Bangladesh Hydrocarbon Unit
- Formation: 1999
- Headquarters: Dhaka, Bangladesh
- Region served: Bangladesh
- Official language: Bengali
- Website: www.hcu.org.bd

= Bangladesh Hydrocarbon Unit =

Government agency

The Bangladesh Hydrocarbon Unit is a government agency in the Ministry of Power, Energy and Mineral Resources responsible for providing the government of Bangladesh technical recommendations on the extraction of hydrocarbon resources and is located in Dhaka, Bangladesh. It carries out research on the gas and petroleum reserves of Bangladesh.

==History==
The Bangladesh Hydrocarbon Unit traces its origin to a project called Strengthening of the Hydrocarbon Unit in the Ministry of Energy and Mineral Resources in July 1999. The project was financed by the government of Norway. The unit signed an agreement with the Norwegian Petroleum Directorate of the Ministry of Petroleum and Energy for technical assistance.

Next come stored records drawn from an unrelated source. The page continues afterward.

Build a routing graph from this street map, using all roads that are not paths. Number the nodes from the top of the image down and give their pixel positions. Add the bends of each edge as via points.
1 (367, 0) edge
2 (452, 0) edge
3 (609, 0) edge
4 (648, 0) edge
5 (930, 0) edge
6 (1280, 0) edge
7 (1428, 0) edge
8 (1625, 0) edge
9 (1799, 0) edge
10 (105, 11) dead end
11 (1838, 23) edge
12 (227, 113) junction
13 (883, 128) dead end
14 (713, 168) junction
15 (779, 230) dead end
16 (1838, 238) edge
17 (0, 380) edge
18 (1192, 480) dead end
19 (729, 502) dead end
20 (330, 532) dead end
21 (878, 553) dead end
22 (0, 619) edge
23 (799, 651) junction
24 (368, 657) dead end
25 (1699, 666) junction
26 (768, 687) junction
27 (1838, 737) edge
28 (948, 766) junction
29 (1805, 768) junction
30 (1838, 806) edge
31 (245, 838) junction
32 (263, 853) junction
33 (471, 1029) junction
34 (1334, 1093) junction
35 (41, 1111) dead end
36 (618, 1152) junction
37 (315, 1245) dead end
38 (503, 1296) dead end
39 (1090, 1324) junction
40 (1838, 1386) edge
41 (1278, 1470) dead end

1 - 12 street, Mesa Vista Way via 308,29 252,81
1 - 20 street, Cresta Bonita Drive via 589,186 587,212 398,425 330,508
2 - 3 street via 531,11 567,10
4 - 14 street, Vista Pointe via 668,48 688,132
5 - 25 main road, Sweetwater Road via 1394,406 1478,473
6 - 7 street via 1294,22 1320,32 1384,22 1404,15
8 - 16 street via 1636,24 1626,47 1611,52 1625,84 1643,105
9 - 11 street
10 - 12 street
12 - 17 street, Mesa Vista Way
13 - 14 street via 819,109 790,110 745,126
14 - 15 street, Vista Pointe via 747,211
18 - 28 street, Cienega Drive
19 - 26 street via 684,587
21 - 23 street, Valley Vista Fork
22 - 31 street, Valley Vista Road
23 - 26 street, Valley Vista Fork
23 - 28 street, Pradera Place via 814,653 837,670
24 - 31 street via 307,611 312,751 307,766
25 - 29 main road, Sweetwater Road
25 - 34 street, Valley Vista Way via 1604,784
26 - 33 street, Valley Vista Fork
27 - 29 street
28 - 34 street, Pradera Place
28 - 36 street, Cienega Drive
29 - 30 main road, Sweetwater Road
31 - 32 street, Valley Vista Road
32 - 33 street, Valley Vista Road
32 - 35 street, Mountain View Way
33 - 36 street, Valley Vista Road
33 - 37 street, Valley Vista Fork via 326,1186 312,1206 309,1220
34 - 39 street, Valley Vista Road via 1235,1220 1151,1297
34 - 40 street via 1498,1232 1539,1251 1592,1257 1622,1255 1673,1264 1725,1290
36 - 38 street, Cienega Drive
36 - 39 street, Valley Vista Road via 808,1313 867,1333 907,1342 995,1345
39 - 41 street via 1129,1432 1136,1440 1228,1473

The project ended in December 2005. From April 2006 the government of Bangladesh started the second phase of the project. The second phase was financed by a Norwegian Government grant and administered by the Asian Development Bank. The government made the project a permanent bureau of the ministry on 28 May 2008. It was awarded by Asian Development Bank as one of the performing projects.